When I was younger, I liked Venom for the design and because the angle of him being misunderstood as a vigilante appealed to me - I was in junior high, whattayawant? I saw him as someone trying to make up for an ugly past and trying to do good, but many people still saw him as a monster, and rarely trusted him. It didn't help that he looked like a monster, and usually killed criminals (or the occasional person by accident like in the aforementioned VENOM: THE MADNESS). At least he always had a twisted sense of humor. He was always supposed to be deranged, though - and that budded before the alien got to him. It just made it worse. The cancer gets blamed for some of that too, although that clashes with him being a weight-lifter before bonding with it, which justified why Brock was stronger than Spidey as Venom.
I heard the REAL original idea was to make Venom a woman - to address the lack of them in Spidey's rogues gallery at the time (especially since Black Cat had mostly reformed by then). But that changed. Spidey still has very few female adversaries. Commanda from UNTOLD TALES OF SPIDER-MAN would have been a good way to undo that, but she's been abandoned. This new Wraith is his closest in a while, at least since Paper Doll I think.

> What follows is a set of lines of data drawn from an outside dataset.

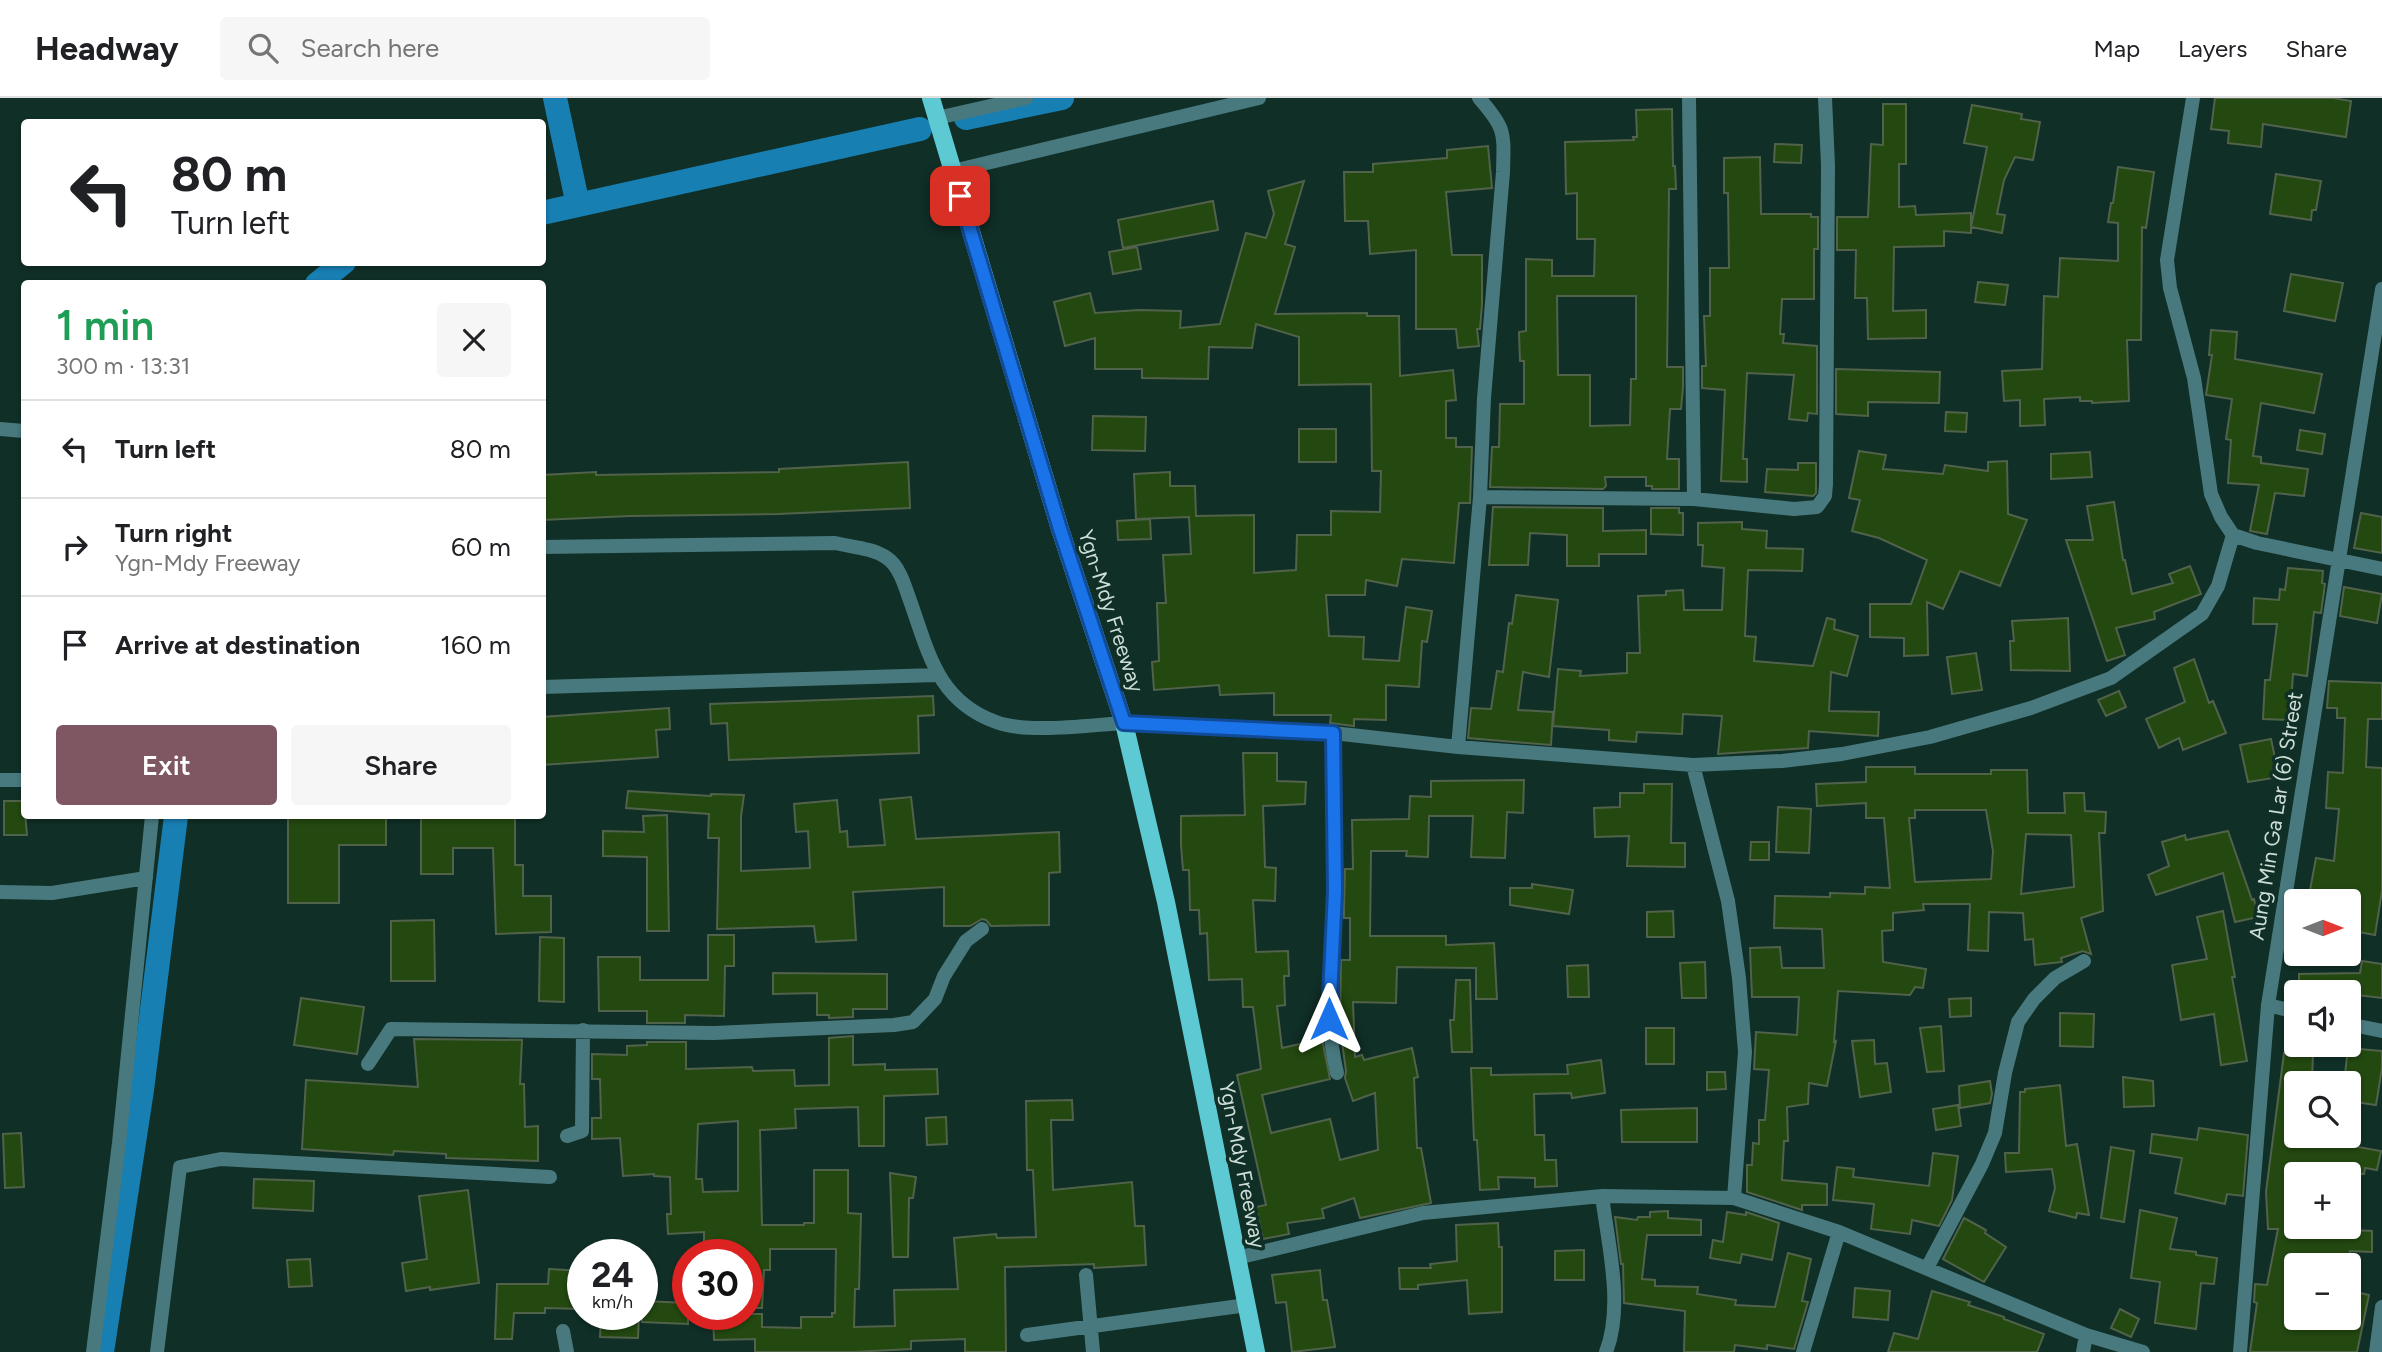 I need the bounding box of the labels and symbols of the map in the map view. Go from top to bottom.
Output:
pin [930,166,990,226]
street label: Ygn-Mdy Freeway [1073,526,1150,695]
street label: Aung Min Ga Lar (6) Street [2244,690,2308,942]
north arrow [2284,889,2361,966]
position arrow [1292,982,1366,1056]
street label: Ygn-Mdy Freeway [1214,1079,1271,1250]
speed limit sign: 30 [672,1239,763,1330]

The symbiote was always a sort of dues ex machina in a way, and I don't think just having it be a monster would have worked. A lot of people thought Eddie's motivation was odd and out of left field, since he wasn't built up in the cast. Virtually every other revision of him in Ultimate or other media sought to correct that. USM made Brock an old childhood pal. The 90's cartoon built up Brock over several episodes as a rival photographer (akin to Lance Bannon at the time). The third film utilized that angle, while "SPECTACULAR SPIDER-MAN" was closer to Ultimate.